The more forward-looking streaming service providers are increasingly realising the importance of optimising the performance and capabilities of the video player, as VisualOn CEO Yang Cai tells David Davies.
To date, the rapid development of streaming services worldwide has tended to be dominated by discussions around content – who is producing it and how it’s being consumed. But in the understandable excitement around these new platforms and services, it’s clear that some key technical issues have been overlooked – none more so than the role of the video player.
This is a scenario that has been recognised for some time by VisualOn, which is a pioneer in video software technology with many years’ experience of working with the world’s top device makers and streaming video service providers. According to Yang Cai, VisualOn’s CEO, the current generation of streaming services is often being undermined by poorly performing video players.
“There has been a tendency towards de-valuing the role of the video player with commoditised options and vendors that throw in players as a value-add,” he says. “This short-sighted perspective on the impact of the player can have a negative impact on the cross-platform functionality and viewing experience for advanced and growing services.”
The problem can be especially acute when it comes to the insertion of advertising content, with research by Conviva indicating that as much as 20% of the audience can abandon an item of content where ads have a 5-second delay. Moreover, while native players are license-free, optimising and updating them – over an increasing number of platforms – can be complex and expensive.
It’s in these areas that VisualOn has found its niche since it was founded in 2003, gradually evolving a proprietary player that is entirely customisable. “For a long time now we have been focused on optimising the playback experience and that has led to us working with top-tier multimedia companies, such as Netflix and Amazon, and top telcos like China Mobile,” says Cai, adding that the company’s efforts have revolved around the conviction that the “video player is the most important contact point for the viewer experience, and is also integral to effective monetisation and other commercial factors.”
As streaming has developed, so has the company’s portfolio of solutions geared towards optimising the impact of the video player across all devices. “The most immediate and tangible way for a service to make an impression on subscribers is through the playback experience. Instead of being an afterthought, the playback experience must be optimally designed to match the goals for consumer usage. So what we have focused on doing is creating an unparalleled portfolio of playback solutions able to play any content reliably on any device.”
It’s no surprise to discover that reducing latency remains an ongoing priority of VisualOn’s R&D, but other factors have become increasingly critical – some, like co-watching, undoubtedly accelerated by the pandemic. Cai notes the popularity of its own recent launch in this area, VisualOn WatchParty, which is a co-watching solution “designed to change the way viewers engage with video content. It allows viewers to enjoy real-time text, audio and video chat while watching live and VoD with friends and family.”

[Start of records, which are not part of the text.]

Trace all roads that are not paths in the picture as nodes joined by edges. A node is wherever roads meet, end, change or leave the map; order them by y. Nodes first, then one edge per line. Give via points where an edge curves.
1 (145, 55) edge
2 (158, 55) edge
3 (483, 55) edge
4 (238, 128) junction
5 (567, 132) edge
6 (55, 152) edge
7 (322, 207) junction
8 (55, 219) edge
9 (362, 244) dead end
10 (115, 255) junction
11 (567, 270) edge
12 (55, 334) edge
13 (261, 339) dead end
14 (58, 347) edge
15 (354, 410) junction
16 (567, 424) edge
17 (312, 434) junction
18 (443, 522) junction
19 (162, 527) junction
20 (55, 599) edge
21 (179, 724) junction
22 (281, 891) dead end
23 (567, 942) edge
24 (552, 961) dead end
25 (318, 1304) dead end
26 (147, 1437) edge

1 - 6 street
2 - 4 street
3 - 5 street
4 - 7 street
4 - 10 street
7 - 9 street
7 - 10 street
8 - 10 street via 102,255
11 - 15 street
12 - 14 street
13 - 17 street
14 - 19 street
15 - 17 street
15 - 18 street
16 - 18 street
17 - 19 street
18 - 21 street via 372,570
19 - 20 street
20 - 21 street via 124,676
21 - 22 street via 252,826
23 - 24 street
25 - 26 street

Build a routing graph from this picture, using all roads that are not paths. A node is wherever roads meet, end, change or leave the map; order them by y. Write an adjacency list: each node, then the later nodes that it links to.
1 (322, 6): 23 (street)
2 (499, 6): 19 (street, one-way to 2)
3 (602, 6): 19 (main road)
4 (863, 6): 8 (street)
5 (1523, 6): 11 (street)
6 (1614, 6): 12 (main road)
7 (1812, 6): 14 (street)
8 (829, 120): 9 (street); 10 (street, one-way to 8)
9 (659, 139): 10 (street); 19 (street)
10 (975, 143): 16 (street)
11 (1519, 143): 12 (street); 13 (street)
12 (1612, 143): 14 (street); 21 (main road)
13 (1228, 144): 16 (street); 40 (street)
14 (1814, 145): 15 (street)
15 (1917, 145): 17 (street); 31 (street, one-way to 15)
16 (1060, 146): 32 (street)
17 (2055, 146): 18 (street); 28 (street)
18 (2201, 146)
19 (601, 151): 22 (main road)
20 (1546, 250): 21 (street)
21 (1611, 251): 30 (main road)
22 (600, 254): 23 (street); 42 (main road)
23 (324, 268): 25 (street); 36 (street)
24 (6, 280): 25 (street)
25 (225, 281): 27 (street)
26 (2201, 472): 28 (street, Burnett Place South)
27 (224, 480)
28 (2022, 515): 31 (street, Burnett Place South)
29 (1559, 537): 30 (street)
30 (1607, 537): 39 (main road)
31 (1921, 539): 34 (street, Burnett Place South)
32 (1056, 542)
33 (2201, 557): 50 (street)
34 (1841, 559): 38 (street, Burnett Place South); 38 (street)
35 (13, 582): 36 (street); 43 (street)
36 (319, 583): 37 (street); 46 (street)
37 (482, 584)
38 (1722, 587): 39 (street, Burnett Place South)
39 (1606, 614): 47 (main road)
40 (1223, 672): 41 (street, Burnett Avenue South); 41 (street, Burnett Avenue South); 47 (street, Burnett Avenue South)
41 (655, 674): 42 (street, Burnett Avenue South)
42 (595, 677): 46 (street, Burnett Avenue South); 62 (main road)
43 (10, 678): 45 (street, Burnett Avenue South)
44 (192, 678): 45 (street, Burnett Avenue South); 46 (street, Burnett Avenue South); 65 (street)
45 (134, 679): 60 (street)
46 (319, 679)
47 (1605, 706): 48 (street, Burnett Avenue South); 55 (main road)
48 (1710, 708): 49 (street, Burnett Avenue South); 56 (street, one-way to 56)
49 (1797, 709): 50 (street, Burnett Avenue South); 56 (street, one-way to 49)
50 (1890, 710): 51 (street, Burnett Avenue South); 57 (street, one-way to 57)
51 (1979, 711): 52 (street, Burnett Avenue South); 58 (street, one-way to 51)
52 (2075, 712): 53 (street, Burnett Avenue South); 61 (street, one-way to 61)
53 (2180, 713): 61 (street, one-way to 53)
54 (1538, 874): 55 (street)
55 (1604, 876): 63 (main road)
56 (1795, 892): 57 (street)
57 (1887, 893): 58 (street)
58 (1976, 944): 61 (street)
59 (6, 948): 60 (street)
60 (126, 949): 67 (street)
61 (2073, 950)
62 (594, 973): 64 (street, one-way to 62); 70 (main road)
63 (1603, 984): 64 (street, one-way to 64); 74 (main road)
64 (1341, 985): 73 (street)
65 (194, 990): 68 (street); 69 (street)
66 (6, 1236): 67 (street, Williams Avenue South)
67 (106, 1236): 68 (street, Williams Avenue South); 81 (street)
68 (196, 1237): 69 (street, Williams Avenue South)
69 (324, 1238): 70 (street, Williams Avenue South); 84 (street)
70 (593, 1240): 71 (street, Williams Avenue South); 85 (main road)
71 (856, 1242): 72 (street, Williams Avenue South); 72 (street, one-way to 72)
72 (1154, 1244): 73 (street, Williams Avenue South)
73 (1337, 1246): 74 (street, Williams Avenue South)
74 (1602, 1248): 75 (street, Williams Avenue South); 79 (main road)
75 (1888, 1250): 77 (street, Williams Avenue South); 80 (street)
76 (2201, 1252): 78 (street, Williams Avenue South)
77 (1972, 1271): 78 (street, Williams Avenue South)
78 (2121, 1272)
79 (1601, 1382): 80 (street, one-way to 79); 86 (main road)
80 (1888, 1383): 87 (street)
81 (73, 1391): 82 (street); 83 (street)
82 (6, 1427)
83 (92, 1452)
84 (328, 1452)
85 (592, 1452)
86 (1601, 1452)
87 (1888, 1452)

Several specific features underline WatchParty’s suitability for broad service deployment, including its ability to enhance the viewer experience through echo cancellation, advanced integration with analytics programmes, and support for multiple platforms. Cai also expects it to resonate with 5G telco providers, noting that it can “make your 5G solution stand out with a seamless viewing experience”.
Focus on video performance
VisualOn has also been exploring the potential for viewers to become directors with MultiStream Sync, which allows them to select multiple camera angles for the best viewing experience. Once again, it has been devised to optimise the experience regardless of device or platform: as well as adjusting to various conditions – including network speed or device capability – to deliver low latency streams, it provides frame-accurate video and audio synchronisation across devices.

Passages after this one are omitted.